A new technology has emerged that turns non-deterministic properties into adjustable variables, allowing developers to perfectly reproduce bugs.
Imagine this: You are using an app on your smartphone, and the screen suddenly freezes. Frustrated, you tell the developer, “The app just stopped,” but the developer has no idea where or what to start fixing. Bugs (states where a program does not behave as intended or has missing functions) are common in software, but the most dreaded phrase for a developer is, “I can’t reproduce it” Reference 1.
Why does this happen? In many cases, it’s because the bug only appears on specific smartphone models or environments. It means that the general diagnostic tools (debuggers) or virtual environments (emulators) available to the developer cannot recreate the exact moment the bug occurred Reference 3. Today, we introduce an interesting tool that claims it will perfectly conquer these “non-reproducible bugs” that have been tormenting developers.
Why is this important?
To fix a bug, the first step is the process of recreating the “situation” where the bug appears Reference 2. However, reality is tough. Since countless users use apps in different environments, if you cannot accurately record the split second a bug occurs, it becomes very difficult to encounter that bug again Reference 4.
This new technology attempts to go beyond these limits of reproduction. This is because accurately reproducing bugs is an essential process for everyone protecting software quality, from novice testers to veteran developers Reference 5.
Understanding it easily
Simply put, this tool turns software into an “adjustable machine.”
The apps we use every day are so complex that it is hard to predict why a bug might occur. For example, if the screen breaks every time you change a filter in a photo editing app, the developer would need to check tens of thousands of cases, such as the order in which those filters are applied and the state of the memory at that time.

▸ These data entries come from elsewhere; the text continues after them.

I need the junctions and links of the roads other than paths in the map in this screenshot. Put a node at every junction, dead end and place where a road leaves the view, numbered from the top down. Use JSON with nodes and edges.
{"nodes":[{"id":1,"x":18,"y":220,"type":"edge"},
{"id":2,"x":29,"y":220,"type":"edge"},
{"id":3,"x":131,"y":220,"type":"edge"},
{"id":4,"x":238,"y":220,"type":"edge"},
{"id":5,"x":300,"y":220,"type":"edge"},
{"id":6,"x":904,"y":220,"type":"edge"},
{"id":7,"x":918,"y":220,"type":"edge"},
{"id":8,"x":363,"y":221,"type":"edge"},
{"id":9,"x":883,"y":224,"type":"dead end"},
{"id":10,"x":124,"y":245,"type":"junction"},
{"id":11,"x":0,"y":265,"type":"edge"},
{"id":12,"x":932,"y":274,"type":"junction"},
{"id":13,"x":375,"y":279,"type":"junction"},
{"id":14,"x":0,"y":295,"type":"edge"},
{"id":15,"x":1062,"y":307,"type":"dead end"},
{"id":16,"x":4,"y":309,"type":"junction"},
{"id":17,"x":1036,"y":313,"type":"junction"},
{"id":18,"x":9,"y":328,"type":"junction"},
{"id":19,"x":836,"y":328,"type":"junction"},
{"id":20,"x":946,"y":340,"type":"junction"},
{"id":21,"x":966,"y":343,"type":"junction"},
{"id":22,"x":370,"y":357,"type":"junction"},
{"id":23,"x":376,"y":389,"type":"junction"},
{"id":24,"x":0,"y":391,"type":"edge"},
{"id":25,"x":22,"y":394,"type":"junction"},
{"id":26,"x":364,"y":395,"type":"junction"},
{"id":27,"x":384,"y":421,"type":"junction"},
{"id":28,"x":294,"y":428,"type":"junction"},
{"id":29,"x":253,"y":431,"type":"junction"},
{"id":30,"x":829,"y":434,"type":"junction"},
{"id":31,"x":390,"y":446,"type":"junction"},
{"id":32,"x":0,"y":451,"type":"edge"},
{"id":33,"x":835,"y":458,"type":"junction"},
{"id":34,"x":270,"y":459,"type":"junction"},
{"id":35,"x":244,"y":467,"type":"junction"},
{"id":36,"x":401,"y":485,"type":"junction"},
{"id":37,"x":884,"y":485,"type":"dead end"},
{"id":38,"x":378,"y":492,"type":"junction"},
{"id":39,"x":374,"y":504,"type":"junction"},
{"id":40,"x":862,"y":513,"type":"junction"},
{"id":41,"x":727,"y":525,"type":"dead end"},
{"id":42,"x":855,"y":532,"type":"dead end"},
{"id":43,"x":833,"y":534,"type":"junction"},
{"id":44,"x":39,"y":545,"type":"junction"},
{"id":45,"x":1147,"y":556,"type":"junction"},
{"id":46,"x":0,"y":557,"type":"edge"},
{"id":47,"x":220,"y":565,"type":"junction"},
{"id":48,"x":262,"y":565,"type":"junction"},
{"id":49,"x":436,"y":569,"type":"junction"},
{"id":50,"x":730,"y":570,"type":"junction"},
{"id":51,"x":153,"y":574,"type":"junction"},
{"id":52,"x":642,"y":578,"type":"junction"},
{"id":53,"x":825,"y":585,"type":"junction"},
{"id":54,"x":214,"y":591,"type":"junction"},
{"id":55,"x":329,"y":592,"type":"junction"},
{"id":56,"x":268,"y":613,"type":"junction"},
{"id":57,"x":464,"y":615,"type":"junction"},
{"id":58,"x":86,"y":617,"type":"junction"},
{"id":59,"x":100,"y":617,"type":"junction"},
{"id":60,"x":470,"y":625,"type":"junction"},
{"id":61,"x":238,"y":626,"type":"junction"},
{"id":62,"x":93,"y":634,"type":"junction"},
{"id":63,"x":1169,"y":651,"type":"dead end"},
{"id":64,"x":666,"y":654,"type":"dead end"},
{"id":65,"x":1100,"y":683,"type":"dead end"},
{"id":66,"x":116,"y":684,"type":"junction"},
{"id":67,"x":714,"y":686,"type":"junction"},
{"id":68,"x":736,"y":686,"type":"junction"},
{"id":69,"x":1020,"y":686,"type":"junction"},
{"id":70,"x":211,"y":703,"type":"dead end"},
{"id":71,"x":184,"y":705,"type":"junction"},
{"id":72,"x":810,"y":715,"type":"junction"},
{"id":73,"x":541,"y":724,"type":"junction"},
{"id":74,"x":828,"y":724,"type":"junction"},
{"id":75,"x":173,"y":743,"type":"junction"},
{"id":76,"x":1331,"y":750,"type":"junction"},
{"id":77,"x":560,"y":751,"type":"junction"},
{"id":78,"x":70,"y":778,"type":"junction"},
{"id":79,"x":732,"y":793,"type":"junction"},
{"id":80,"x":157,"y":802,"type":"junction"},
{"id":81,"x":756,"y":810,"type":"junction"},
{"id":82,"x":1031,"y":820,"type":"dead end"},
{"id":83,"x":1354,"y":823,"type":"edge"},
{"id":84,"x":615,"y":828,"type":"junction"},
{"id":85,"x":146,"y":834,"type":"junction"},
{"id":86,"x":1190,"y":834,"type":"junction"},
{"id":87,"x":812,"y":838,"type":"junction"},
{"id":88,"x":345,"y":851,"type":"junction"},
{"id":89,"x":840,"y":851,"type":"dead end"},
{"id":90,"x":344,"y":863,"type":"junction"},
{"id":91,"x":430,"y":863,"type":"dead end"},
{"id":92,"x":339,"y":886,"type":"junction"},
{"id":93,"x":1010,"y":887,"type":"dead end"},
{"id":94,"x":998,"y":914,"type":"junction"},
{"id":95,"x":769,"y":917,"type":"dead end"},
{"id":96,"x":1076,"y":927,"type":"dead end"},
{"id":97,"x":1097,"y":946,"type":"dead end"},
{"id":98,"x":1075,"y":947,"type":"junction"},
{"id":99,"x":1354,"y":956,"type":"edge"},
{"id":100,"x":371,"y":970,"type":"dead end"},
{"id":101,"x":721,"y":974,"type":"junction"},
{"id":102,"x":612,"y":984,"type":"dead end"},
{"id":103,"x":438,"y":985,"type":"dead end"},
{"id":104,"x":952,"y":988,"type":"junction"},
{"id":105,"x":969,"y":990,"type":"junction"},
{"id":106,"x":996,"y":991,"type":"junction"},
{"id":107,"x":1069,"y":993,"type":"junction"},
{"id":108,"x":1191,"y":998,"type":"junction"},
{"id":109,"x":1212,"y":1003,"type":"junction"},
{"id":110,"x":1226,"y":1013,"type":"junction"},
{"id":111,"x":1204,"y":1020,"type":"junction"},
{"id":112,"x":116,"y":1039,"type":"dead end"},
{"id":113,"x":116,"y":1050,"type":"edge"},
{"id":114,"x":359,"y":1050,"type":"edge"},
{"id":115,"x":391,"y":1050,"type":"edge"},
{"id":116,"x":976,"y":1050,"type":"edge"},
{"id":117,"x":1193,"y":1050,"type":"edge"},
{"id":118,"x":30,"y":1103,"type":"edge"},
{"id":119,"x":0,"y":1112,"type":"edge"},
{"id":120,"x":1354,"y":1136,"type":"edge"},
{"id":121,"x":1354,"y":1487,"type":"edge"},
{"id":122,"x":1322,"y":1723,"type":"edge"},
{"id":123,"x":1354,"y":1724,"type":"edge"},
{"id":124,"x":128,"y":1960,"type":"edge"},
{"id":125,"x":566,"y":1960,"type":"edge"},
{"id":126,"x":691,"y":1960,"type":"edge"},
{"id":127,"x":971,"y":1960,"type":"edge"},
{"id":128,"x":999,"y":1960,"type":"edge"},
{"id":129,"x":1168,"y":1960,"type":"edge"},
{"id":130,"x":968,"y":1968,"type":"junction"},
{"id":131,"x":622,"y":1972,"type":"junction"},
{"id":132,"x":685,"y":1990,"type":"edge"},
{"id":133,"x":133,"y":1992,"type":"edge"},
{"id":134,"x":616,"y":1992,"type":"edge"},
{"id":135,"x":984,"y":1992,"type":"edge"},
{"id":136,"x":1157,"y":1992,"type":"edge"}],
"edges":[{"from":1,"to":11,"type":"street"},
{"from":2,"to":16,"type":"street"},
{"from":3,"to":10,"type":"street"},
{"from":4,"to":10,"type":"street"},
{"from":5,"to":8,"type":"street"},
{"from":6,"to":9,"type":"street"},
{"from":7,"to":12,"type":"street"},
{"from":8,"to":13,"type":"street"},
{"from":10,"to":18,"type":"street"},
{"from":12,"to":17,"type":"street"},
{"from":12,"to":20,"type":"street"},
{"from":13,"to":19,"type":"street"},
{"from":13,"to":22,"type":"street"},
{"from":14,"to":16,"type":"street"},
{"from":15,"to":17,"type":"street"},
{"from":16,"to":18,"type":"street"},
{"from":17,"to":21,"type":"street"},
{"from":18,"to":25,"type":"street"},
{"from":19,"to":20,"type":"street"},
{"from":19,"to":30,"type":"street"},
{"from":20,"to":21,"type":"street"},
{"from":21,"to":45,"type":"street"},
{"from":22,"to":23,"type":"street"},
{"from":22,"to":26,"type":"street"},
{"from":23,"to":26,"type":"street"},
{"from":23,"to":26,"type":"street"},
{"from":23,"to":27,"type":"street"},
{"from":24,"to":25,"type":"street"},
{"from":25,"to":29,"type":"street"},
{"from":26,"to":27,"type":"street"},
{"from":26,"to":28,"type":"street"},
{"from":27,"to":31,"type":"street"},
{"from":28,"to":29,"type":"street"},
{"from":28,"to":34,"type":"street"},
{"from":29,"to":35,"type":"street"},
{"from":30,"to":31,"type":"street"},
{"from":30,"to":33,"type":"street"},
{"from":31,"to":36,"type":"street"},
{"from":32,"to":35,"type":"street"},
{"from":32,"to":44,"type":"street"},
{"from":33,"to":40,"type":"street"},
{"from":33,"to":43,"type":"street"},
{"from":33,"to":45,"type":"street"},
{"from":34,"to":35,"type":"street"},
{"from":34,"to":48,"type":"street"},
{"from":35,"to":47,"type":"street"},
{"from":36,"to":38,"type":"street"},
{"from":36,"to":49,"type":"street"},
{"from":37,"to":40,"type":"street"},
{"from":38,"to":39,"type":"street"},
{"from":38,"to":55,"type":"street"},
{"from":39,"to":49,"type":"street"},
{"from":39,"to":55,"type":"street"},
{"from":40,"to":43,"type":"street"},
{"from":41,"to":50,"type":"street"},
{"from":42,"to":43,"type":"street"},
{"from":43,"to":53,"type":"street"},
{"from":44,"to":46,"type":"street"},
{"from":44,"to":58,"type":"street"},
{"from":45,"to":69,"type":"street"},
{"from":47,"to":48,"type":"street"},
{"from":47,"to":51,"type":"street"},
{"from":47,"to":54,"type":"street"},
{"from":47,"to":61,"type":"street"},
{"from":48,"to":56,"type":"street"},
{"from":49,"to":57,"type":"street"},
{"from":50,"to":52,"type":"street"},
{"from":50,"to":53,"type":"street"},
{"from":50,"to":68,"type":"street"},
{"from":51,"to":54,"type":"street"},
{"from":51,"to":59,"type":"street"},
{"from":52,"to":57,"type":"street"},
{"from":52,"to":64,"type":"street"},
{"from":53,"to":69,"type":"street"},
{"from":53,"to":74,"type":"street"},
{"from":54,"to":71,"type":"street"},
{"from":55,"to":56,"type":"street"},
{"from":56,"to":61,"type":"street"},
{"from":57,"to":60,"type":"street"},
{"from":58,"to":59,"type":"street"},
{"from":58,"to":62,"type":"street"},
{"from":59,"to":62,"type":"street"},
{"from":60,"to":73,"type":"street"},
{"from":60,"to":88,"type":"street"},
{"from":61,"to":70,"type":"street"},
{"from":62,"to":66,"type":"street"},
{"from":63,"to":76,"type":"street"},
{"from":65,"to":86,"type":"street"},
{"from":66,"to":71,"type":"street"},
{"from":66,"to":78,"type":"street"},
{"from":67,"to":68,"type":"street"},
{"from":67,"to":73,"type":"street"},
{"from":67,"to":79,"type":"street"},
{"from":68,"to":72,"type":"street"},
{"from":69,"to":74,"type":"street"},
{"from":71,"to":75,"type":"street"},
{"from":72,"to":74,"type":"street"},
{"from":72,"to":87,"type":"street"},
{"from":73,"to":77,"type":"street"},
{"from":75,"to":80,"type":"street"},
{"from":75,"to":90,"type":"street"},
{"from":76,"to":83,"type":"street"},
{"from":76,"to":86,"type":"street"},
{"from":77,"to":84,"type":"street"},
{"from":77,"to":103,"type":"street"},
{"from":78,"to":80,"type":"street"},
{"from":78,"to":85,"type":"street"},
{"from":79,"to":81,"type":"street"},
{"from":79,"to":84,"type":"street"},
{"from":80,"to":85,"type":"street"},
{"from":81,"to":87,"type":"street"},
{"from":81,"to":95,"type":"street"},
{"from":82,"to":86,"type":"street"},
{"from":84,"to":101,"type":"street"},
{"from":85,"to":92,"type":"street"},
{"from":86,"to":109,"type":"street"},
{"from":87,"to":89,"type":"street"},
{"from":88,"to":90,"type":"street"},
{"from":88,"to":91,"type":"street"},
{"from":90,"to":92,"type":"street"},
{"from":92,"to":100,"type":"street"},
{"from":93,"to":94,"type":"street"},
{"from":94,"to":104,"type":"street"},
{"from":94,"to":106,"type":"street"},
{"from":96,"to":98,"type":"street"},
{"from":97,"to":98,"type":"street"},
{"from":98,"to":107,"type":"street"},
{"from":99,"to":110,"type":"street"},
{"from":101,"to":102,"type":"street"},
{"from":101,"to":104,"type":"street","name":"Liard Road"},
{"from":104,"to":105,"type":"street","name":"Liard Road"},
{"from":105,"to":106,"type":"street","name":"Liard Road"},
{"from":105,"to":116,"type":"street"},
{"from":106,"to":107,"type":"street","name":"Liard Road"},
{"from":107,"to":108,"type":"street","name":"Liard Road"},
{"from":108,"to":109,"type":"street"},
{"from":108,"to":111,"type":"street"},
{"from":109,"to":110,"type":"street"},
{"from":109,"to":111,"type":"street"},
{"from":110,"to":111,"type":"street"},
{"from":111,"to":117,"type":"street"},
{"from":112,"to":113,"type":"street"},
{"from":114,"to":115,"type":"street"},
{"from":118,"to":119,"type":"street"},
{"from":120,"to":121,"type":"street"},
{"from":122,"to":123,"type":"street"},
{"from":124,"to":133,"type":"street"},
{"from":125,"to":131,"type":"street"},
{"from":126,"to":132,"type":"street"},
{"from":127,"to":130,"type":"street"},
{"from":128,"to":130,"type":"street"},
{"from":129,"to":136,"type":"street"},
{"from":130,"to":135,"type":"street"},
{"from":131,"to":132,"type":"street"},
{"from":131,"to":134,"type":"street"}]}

This tool turns the “non-deterministic properties” (the nature of changing randomly) that software possesses into “adjustable variables (knobs),” much like the sliders in a photo editing app Reference 9. By doing this, developers or AI can precisely recreate the exact point where a bug occurs, as if they were operating a machine Reference 13.
Metaphorically, it is like perfectly reconstructing a crime scene to catch a culprit. If previously it was impossible to know which way the culprit fled, you now possess a system that can accurately replicate all the conditions at the time of the incident (time, lighting, direction of the wind, etc.) and experiment again.
Current status
Currently, this technology is proving its powerful performance to the extent of finding bugs even in the database field (programs that store and manage data), one of the most meticulously tested software areas in the world Reference 9. Until now, developers have recorded screens to find bugs, analyzed log files for days, or persevered through countless repetitive tests Reference 7.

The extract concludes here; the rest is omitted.